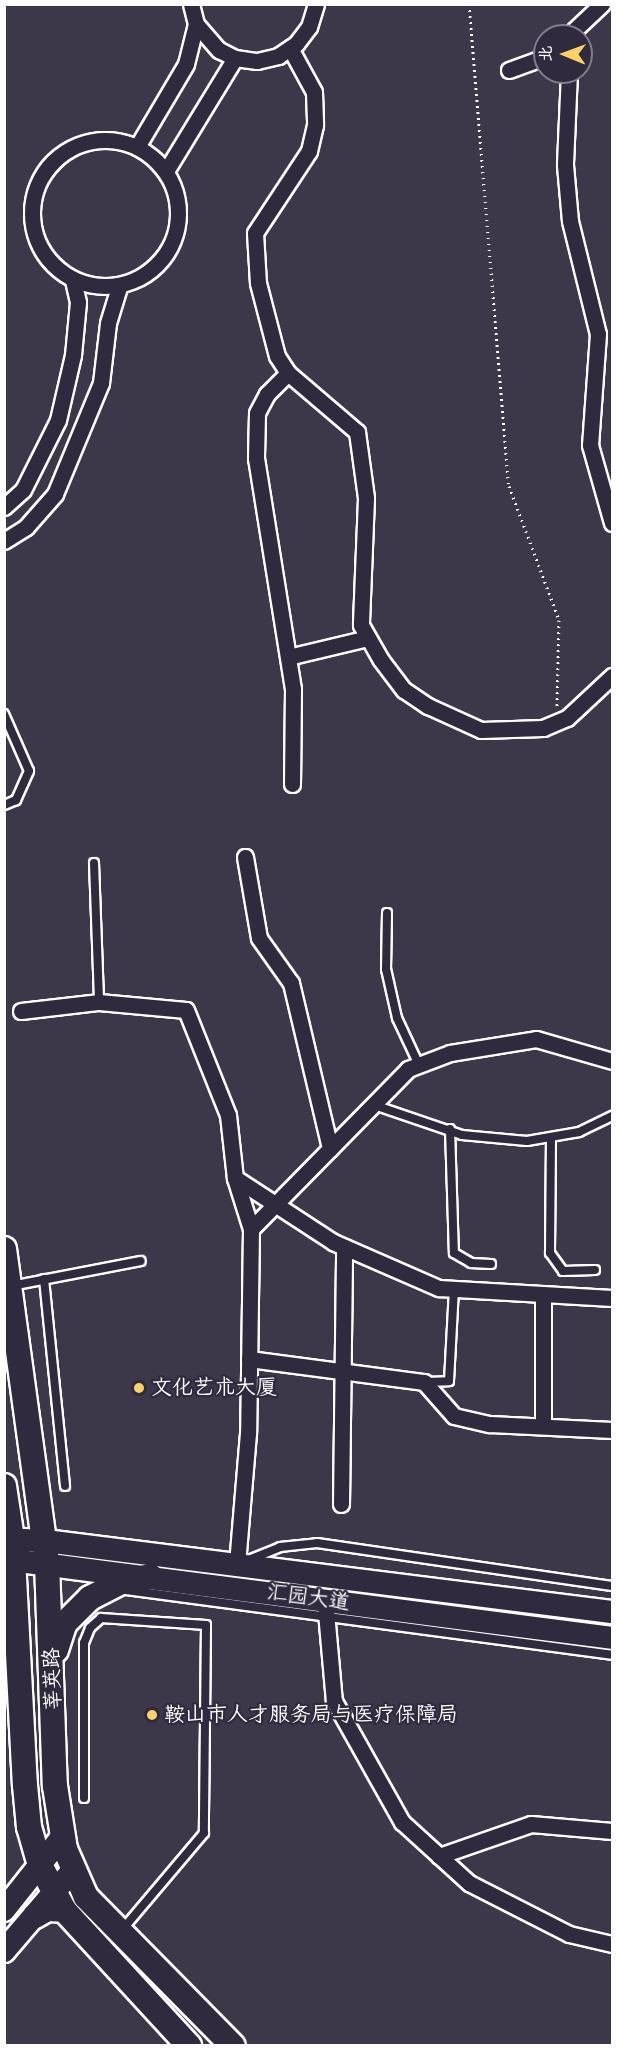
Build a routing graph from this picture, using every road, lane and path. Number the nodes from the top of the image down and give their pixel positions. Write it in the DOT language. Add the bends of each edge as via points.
graph roads {
  1 [pos="190,4"];
  2 [pos="316,4"];
  3 [pos="469,4"];
  4 [pos="602,4"];
  5 [pos="196,24"];
  6 [pos="581,24"];
  7 [pos="290,48"];
  8 [pos="235,58"];
  9 [pos="533,61"];
  10 [pos="509,69"];
  11 [pos="568,84"];
  12 [pos="137,147"];
  13 [pos="166,171"];
  14 [pos="73,280"];
  15 [pos="119,286"];
  16 [pos="288,373"];
  17 [pos="4,507"];
  18 [pos="612,523"];
  19 [pos="4,541"];
  20 [pos="368,638"];
  21 [pos="288,657"];
  22 [pos="612,676"];
  23 [pos="607,692"];
  24 [pos="4,714"];
  25 [pos="556,723"];
  26 [pos="292,784"];
  27 [pos="4,805"];
  28 [pos="245,857"];
  29 [pos="94,863"];
  30 [pos="387,913"];
  31 [pos="99,1002"];
  32 [pos="21,1011"];
  33 [pos="612,1061"];
  34 [pos="419,1065"];
  35 [pos="374,1105"];
  36 [pos="612,1116"];
  37 [pos="450,1129"];
  38 [pos="551,1137"];
  39 [pos="330,1148"];
  40 [pos="235,1178"];
  41 [pos="274,1204"];
  42 [pos="251,1229"];
  43 [pos="344,1247"];
  44 [pos="4,1249"];
  45 [pos="141,1261"];
  46 [pos="492,1264"];
  47 [pos="595,1270"];
  48 [pos="44,1280"];
  49 [pos="10,1286"];
  50 [pos="454,1289"];
  51 [pos="543,1294"];
  52 [pos="612,1298"];
  53 [pos="249,1359"];
  54 [pos="342,1370"];
  55 [pos="424,1382"];
  56 [pos="543,1426"];
  57 [pos="612,1430"];
  58 [pos="4,1486"];
  59 [pos="65,1486"];
  60 [pos="341,1504"];
  61 [pos="46,1551"];
  62 [pos="9,1558"];
  63 [pos="237,1565"];
  64 [pos="150,1576"];
  65 [pos="612,1586"];
  66 [pos="110,1588"];
  67 [pos="326,1609"];
  68 [pos="612,1612"];
  69 [pos="612,1638"];
  70 [pos="612,1655"];
  71 [pos="53,1660"];
  72 [pos="84,1798"];
  73 [pos="612,1831"];
  74 [pos="62,1837"];
  75 [pos="439,1856"];
  76 [pos="40,1865"];
  77 [pos="72,1871"];
  78 [pos="59,1902"];
  79 [pos="4,1910"];
  80 [pos="35,1916"];
  81 [pos="121,1931"];
  82 [pos="612,1944"];
  83 [pos="4,1951"];
  84 [pos="189,2046"];
  85 [pos="233,2046"];
  1 -- 5 [label="street"];
  2 -- 7 [label="street" via="309,27"];
  3 -- 25 [label="path" via="509,486 559,620"];
  4 -- 6 [label="street"];
  5 -- 8 [label="street" via="219,51"];
  5 -- 12 [label="street" via="186,64"];
  7 -- 8 [label="street" via="257,61"];
  7 -- 16 [label="street" via="314,92 315,125 309,151 255,233 258,283 277,356"];
  8 -- 13 [label="street"];
  9 -- 10 [label="street"];
  11 -- 18 [label="street" via="565,165 570,221 598,334 591,446"];
  12 -- 13 [label="street"];
  12 -- 14 [label="street" via="103,139 79,144 58,156 42,175 33,198 34,230 39,246 53,266"];
  13 -- 15 [label="street" via="176,193 179,217 174,241 161,262"];
  14 -- 15 [label="street" via="88,285"];
  14 -- 17 [label="street" via="78,302 73,355 58,420 23,490"];
  15 -- 19 [label="street" via="108,323 101,383 55,494 26,527"];
  16 -- 20 [label="street" via="322,398 357,432 366,498 361,625"];
  16 -- 21 [label="street" via="267,394 257,413 256,458"];
  20 -- 21 [label="street"];
  20 -- 25 [label="street" via="404,690 428,706 481,730 504,732"];
  21 -- 26 [label="street" via="293,689"];
  22 -- 23 [label="street"];
  23 -- 25 [label="street"];
  24 -- 27 [label="lane" via="29,771 16,801"];
  28 -- 39 [label="street" via="259,938 291,983"];
  29 -- 31 [label="lane"];
  30 -- 34 [label="lane" via="386,969 397,1018"];
  31 -- 32 [label="street"];
  31 -- 40 [label="street" via="186,1010 228,1115"];
  33 -- 34 [label="street" via="536,1039 450,1053"];
  34 -- 35 [label="street" via="408,1069"];
  35 -- 37 [label="lane"];
  35 -- 39 [label="street"];
  36 -- 38 [label="lane" via="579,1132"];
  37 -- 38 [label="lane" via="462,1135 527,1141"];
  37 -- 46 [label="lane" via="454,1253 471,1263"];
  38 -- 47 [label="lane" via="550,1254 563,1271"];
  39 -- 41 [label="street"];
  40 -- 41 [label="street"];
  40 -- 42 [label="street"];
  41 -- 42 [label="street"];
  41 -- 43 [label="street"];
  42 -- 53 [label="street"];
  43 -- 50 [label="street" via="439,1288"];
  43 -- 54 [label="street"];
  44 -- 49 [label="main road, 莘英路"];
  45 -- 48 [label="lane"];
  48 -- 49 [label="lane"];
  48 -- 59 [label="lane"];
  49 -- 61 [label="main road, 莘英路"];
  50 -- 51 [label="street"];
  50 -- 55 [label="lane" via="449,1381"];
  51 -- 52 [label="street"];
  51 -- 56 [label="street"];
  53 -- 54 [label="street"];
  53 -- 63 [label="street" via="248,1433"];
  54 -- 55 [label="street"];
  54 -- 60 [label="street"];
  55 -- 56 [label="street" via="454,1416 490,1424"];
  56 -- 57 [label="street"];
  58 -- 62 [label="main road, 莘英路"];
  61 -- 62 [label="main road, 汇园大道"];
  61 -- 63 [label="main road, 汇园大道"];
  61 -- 64 [label="main road, 汇园大道"];
  61 -- 71 [label="main road, 莘英路"];
  62 -- 76 [label="main road, 莘英路" via="24,1785 29,1827"];
  63 -- 65 [label="lane" via="280,1548 317,1543"];
  63 -- 68 [label="main road, 汇园大道"];
  64 -- 66 [label="main road"];
  64 -- 67 [label="main road, 汇园大道"];
  66 -- 67 [label="lane"];
  66 -- 71 [label="main road" via="90,1598 64,1623"];
  67 -- 69 [label="main road, 汇园大道"];
  67 -- 70 [label="lane"];
  67 -- 75 [label="street" via="334,1701 402,1822"];
  71 -- 74 [label="main road, 莘英路" via="55,1786"];
  72 -- 81 [label="lane" via="84,1643 90,1628 101,1618 206,1625 204,1833"];
  73 -- 75 [label="street" via="531,1824"];
  74 -- 76 [label="main road"];
  74 -- 77 [label="main road, 莘英路"];
  75 -- 82 [label="street" via="469,1883 568,1934"];
  76 -- 78 [label="main road, 莘英路"];
  76 -- 79 [label="main road"];
  77 -- 78 [label="main road"];
  77 -- 81 [label="main road, 莘英路" via="86,1897"];
  78 -- 80 [label="main road"];
  78 -- 84 [label="main road, 莘英路"];
  80 -- 83 [label="main road"];
  81 -- 85 [label="main road, 莘英路"];
}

────────────────────────────────────────

> **WHAT NEEDS TO BE DONE**
Look through the listing, and copy each line that contains the word "graph".

> **YOUR RESPONSE**
Build a routing graph from this picture, using every road, lane and path. Number the nodes from the top of the image down and give their pixel positions. Write it in the DOT language. Add the bends of each edge as via points.
graph roads {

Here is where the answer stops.